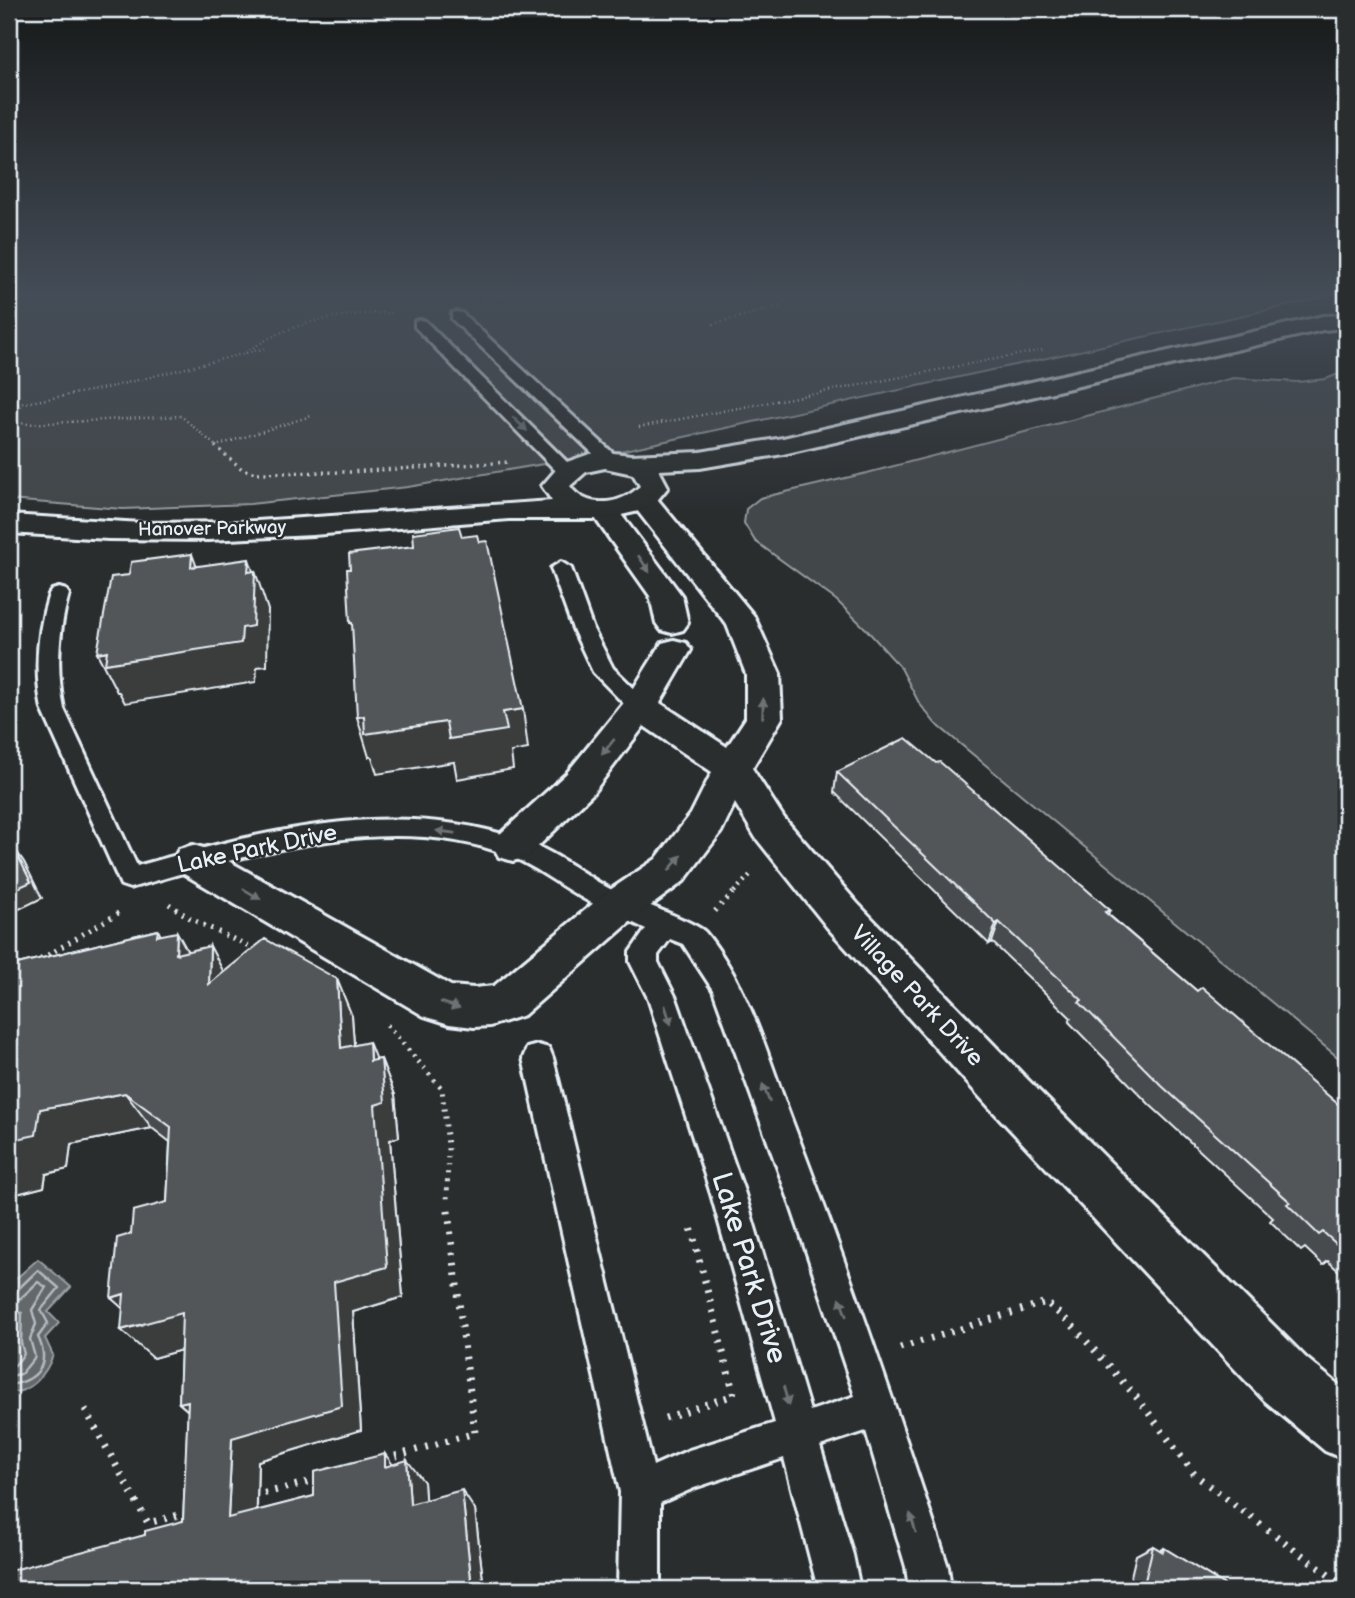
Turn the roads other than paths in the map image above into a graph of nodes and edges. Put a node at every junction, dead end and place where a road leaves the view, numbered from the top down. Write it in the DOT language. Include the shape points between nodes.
graph roads {
  1 [pos="460,366"];
  2 [pos="513,366"];
  3 [pos="1141,366"];
  4 [pos="783,446"];
  5 [pos="621,462"];
  6 [pos="563,474"];
  7 [pos="646,498"];
  8 [pos="596,510"];
  9 [pos="415,516"];
  10 [pos="9,524"];
  11 [pos="561,568"];
  12 [pos="59,594"];
  13 [pos="640,707"];
  14 [pos="733,768"];
  15 [pos="513,846"];
  16 [pos="192,860"];
  17 [pos="622,904"];
  18 [pos="665,925"];
  19 [pos="538,1058"];
  20 [pos="878,1408"];
  21 [pos="1346,1430"];
  22 [pos="796,1433"];
  23 [pos="640,1492"];
  24 [pos="639,1589"];
  25 [pos="839,1589"];
  26 [pos="930,1589"];
  1 -- 6 [label="lane, one-way"];
  2 -- 5 [label="lane"];
  3 -- 4 [label="street"];
  4 -- 5 [label="street" via="700,460"];
  4 -- 7 [label="street"];
  5 -- 6 [label="street, Hanover Parkway" via="586,463"];
  5 -- 7 [label="street" via="646,469 653,478 654,487"];
  6 -- 8 [label="street" via="556,486 560,496 570,504"];
  6 -- 9 [label="street, Hanover Parkway" via="495,498"];
  7 -- 8 [label="street, Hanover Parkway" via="622,508"];
  14 -- 7 [label="street, one-way" via="764,718 763,674 743,623"];
  8 -- 9 [label="street, Hanover Parkway" via="502,509"];
  8 -- 13 [label="street, one-way" via="666,596 673,637"];
  9 -- 10 [label="street, Hanover Parkway" via="219,531"];
  11 -- 13 [label="lane" via="604,672"];
  12 -- 16 [label="lane, Lake Park Drive" via="52,615 49,693 130,878"];
  13 -- 14 [label="street"];
  13 -- 15 [label="street, one-way" via="579,784"];
  17 -- 14 [label="street, one-way" via="670,870 707,822"];
  14 -- 21 [label="street, Village Park Drive" via="770,828 842,915 1285,1379"];
  15 -- 16 [label="lane, Lake Park Drive, one-way" via="434,830 349,830"];
  15 -- 17 [label="lane, Lake Park Drive"];
  16 -- 17 [label="street, one-way" via="440,1002 463,1009 487,1009 508,1001"];
  17 -- 18 [label="lane, Lake Park Drive"];
  20 -- 18 [label="lane, Lake Park Drive, one-way" via="726,985 693,936"];
  18 -- 22 [label="lane, Lake Park Drive, one-way" via="644,952 645,962 662,998 728,1194"];
  19 -- 23 [label="lane"];
  20 -- 22 [label="lane"];
  26 -- 20 [label="lane, Lake Park Drive, one-way"];
  22 -- 23 [label="lane"];
  22 -- 25 [label="lane, Lake Park Drive"];
  23 -- 24 [label="lane"];
}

● ● ● ● ● ● ●

> [HOW TO COMPLETE THIS TASK] For each record, return its text exactly and leave any picture out.

> [RESULT BELOW]
Turn the roads other than paths in the map image above into a graph of nodes and edges. Put a node at every junction, dead end and place where a road leaves the view, numbered from the top down. Write it in the DOT language. Include the shape points between nodes.
graph roads {
  1 [pos="460,366"];
  2 [pos="513,366"];
  3 [pos="1141,366"];
  4 [pos="783,446"];
  5 [pos="621,462"];
  6 [pos="563,474"];
  7 [pos="646,498"];
  8 [pos="596,510"];
  9 [pos="415,516"];
  10 [pos="9,524"];
  11 [pos="561,568"];
  12 [pos="59,594"];
  13 [pos="640,707"];
  14 [pos="733,768"];
  15 [pos="513,846"];
  16 [pos="192,860"];
  17 [pos="622,904"];
  18 [pos="665,925"];
  19 [pos="538,1058"];
  20 [pos="878,1408"];
  21 [pos="1346,1430"];
  22 [pos="796,1433"];
  23 [pos="640,1492"];
  24 [pos="639,1589"];
  25 [pos="839,1589"];
  26 [pos="930,1589"];
  1 -- 6 [label="lane, one-way"];
  2 -- 5 [label="lane"];
  3 -- 4 [label="street"];
  4 -- 5 [label="street" via="700,460"];
  4 -- 7 [label="street"];
  5 -- 6 [label="street, Hanover Parkway" via="586,463"];
  5 -- 7 [label="street" via="646,469 653,478 654,487"];
  6 -- 8 [label="street" via="556,486 560,496 570,504"];
  6 -- 9 [label="street, Hanover Parkway" via="495,498"];
  7 -- 8 [label="street, Hanover Parkway" via="622,508"];
  14 -- 7 [label="street, one-way" via="764,718 763,674 743,623"];
  8 -- 9 [label="street, Hanover Parkway" via="502,509"];
  8 -- 13 [label="street, one-way" via="666,596 673,637"];
  9 -- 10 [label="street, Hanover Parkway" via="219,531"];
  11 -- 13 [label="lane" via="604,672"];
  12 -- 16 [label="lane, Lake Park Drive" via="52,615 49,693 130,878"];
  13 -- 14 [label="street"];
  13 -- 15 [label="street, one-way" via="579,784"];
  17 -- 14 [label="street, one-way" via="670,870 707,822"];
  14 -- 21 [label="street, Village Park Drive" via="770,828 842,915 1285,1379"];
  15 -- 16 [label="lane, Lake Park Drive, one-way" via="434,830 349,830"];
  15 -- 17 [label="lane, Lake Park Drive"];
  16 -- 17 [label="street, one-way" via="440,1002 463,1009 487,1009 508,1001"];
  17 -- 18 [label="lane, Lake Park Drive"];
  20 -- 18 [label="lane, Lake Park Drive, one-way" via="726,985 693,936"];
  18 -- 22 [label="lane, Lake Park Drive, one-way" via="644,952 645,962 662,998 728,1194"];
  19 -- 23 [label="lane"];
  20 -- 22 [label="lane"];
  26 -- 20 [label="lane, Lake Park Drive, one-way"];
  22 -- 23 [label="lane"];
  22 -- 25 [label="lane, Lake Park Drive"];
  23 -- 24 [label="lane"];
}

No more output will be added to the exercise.